● **Task details**
Nothing but a number should be returned: the count of lines in the records that contain "between".

□ □ □ □

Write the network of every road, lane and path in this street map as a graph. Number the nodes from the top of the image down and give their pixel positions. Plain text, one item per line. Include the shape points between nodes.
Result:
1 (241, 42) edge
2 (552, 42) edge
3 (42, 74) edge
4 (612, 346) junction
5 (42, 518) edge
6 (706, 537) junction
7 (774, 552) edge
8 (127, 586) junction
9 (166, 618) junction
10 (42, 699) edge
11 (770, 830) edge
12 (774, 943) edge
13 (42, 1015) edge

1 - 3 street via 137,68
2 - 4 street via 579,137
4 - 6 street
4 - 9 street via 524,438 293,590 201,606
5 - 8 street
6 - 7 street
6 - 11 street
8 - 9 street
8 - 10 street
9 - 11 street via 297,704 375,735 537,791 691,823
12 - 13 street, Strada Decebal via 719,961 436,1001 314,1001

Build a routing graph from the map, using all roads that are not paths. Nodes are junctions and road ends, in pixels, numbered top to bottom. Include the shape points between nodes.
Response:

□ □ □ □

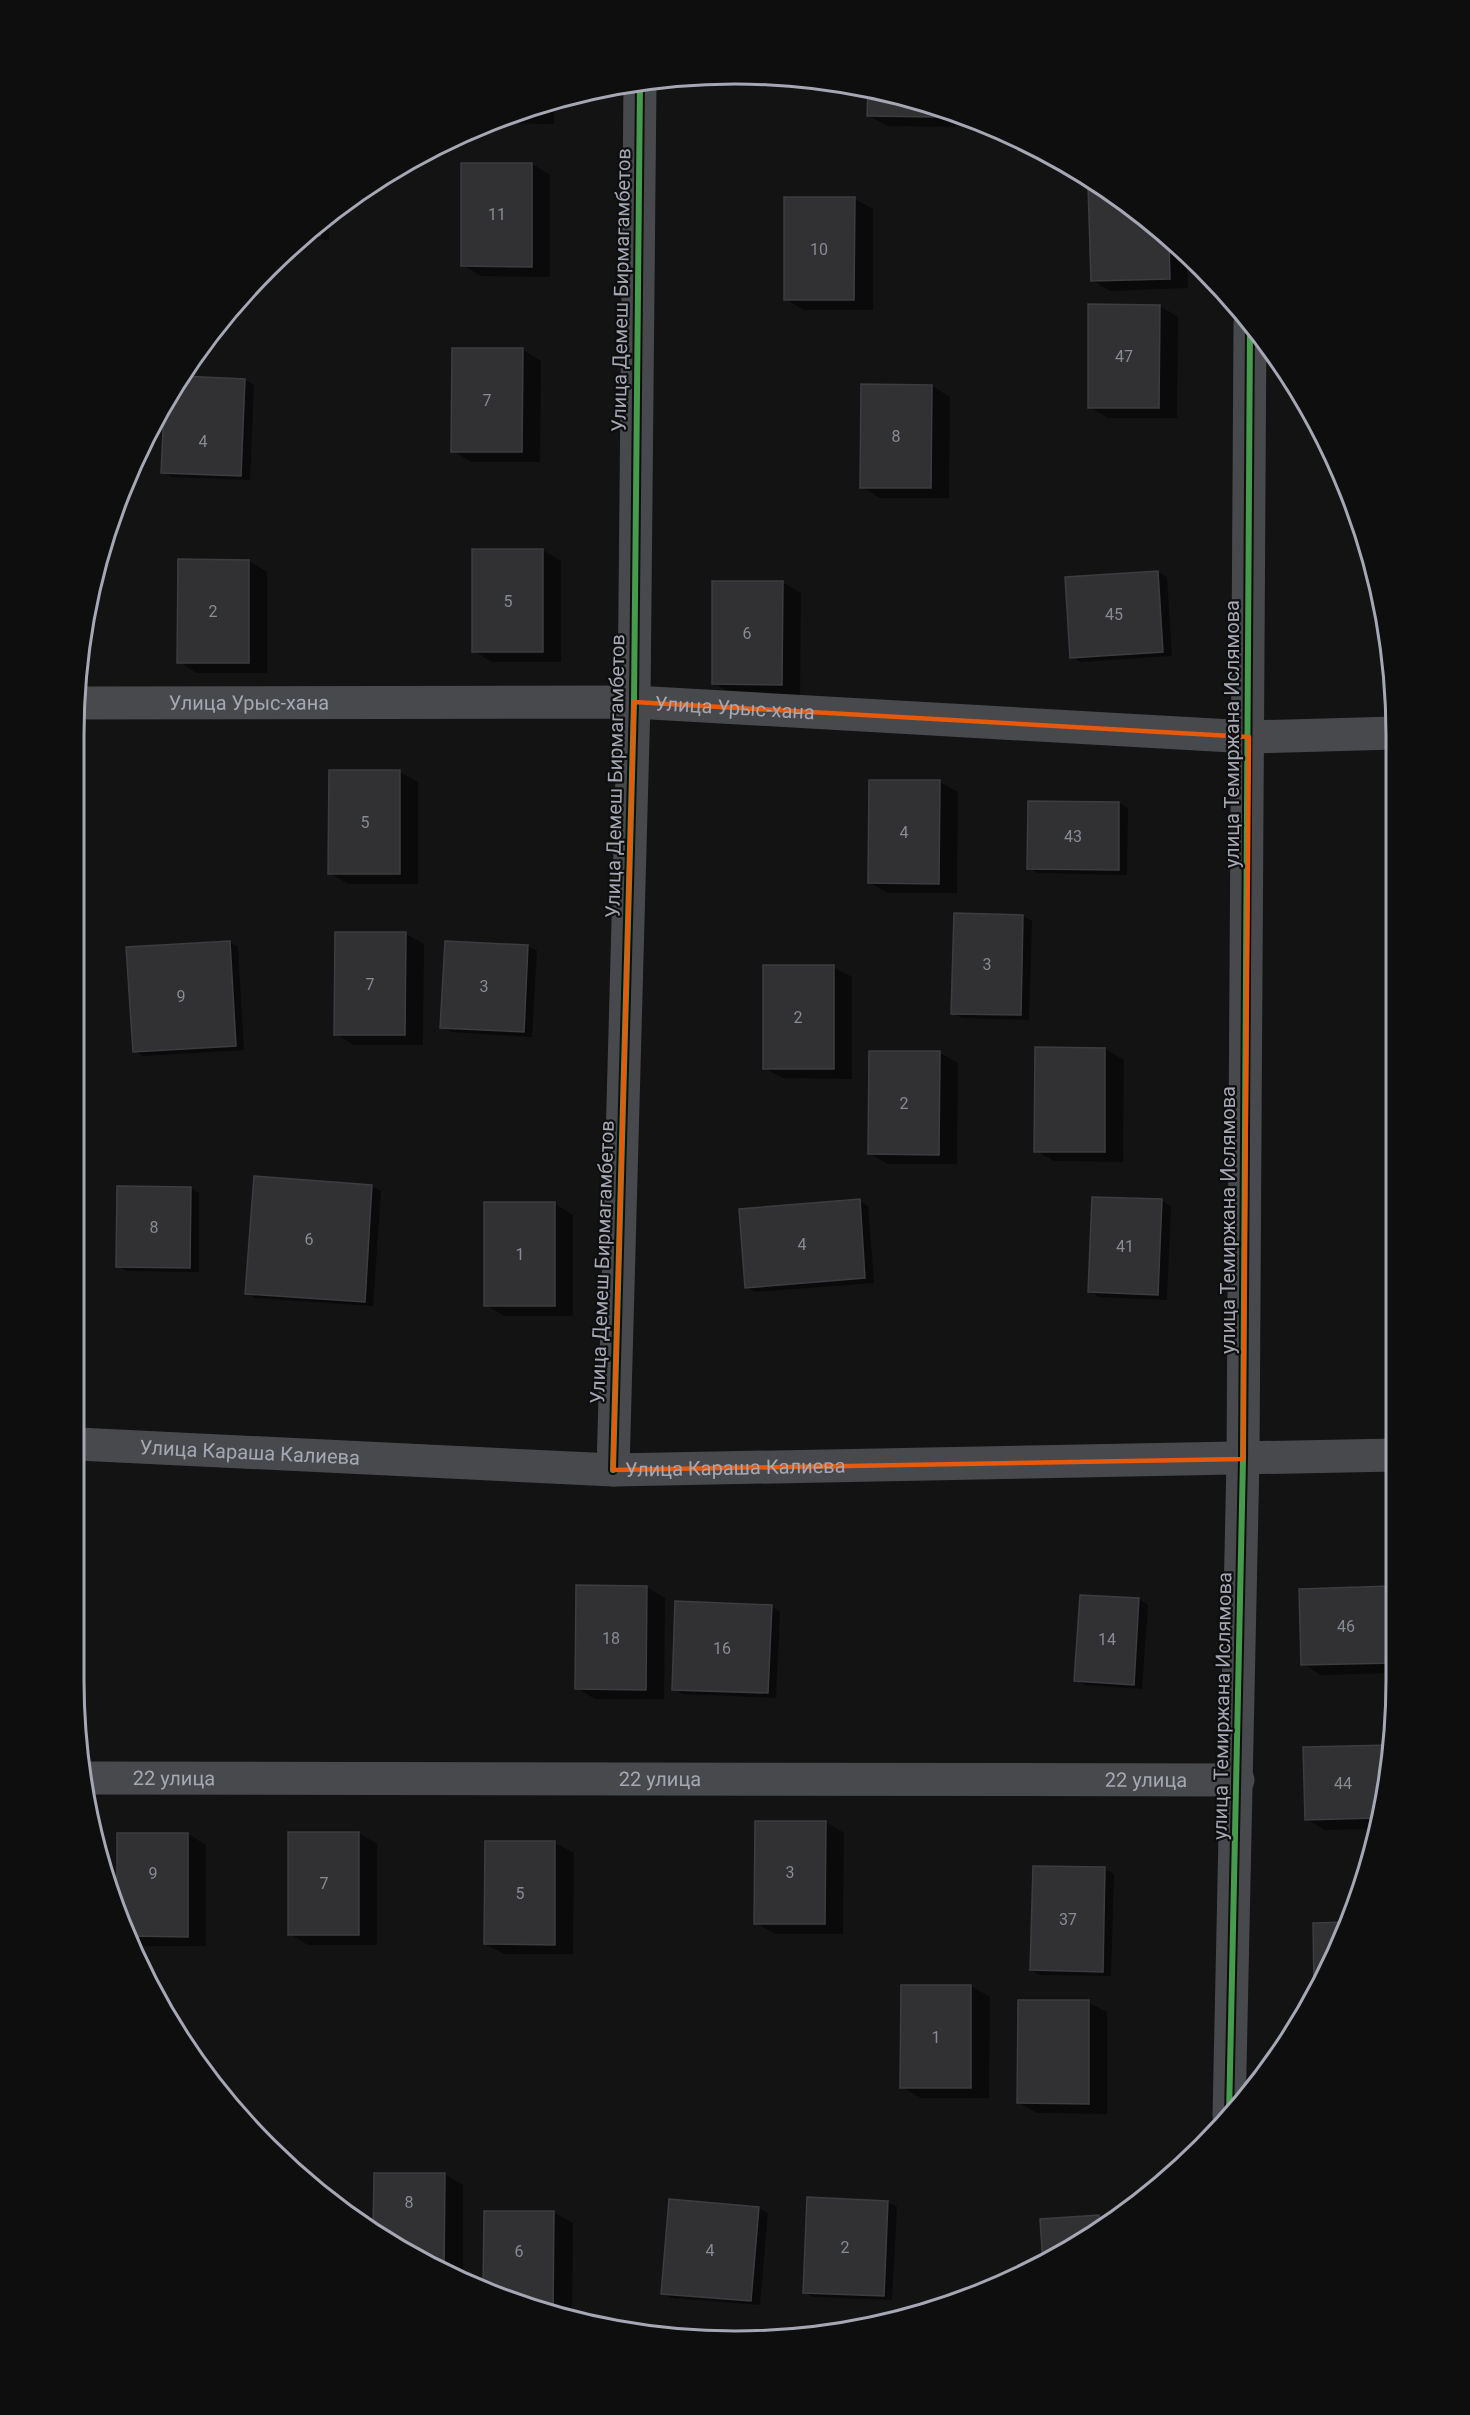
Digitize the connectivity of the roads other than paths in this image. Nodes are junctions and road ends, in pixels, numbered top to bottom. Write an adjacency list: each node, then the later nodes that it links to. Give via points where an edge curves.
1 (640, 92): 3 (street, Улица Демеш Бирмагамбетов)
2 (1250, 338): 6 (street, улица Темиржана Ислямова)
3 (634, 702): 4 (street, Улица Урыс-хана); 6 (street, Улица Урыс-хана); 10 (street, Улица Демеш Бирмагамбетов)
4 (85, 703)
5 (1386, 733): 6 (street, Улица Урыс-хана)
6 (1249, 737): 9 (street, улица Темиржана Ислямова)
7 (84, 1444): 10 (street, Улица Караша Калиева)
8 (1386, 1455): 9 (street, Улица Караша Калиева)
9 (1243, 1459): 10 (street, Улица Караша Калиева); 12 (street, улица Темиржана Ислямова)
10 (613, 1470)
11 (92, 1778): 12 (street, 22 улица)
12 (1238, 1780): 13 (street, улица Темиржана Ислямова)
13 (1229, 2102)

□ □ □ □

● **Answer to this problem**
2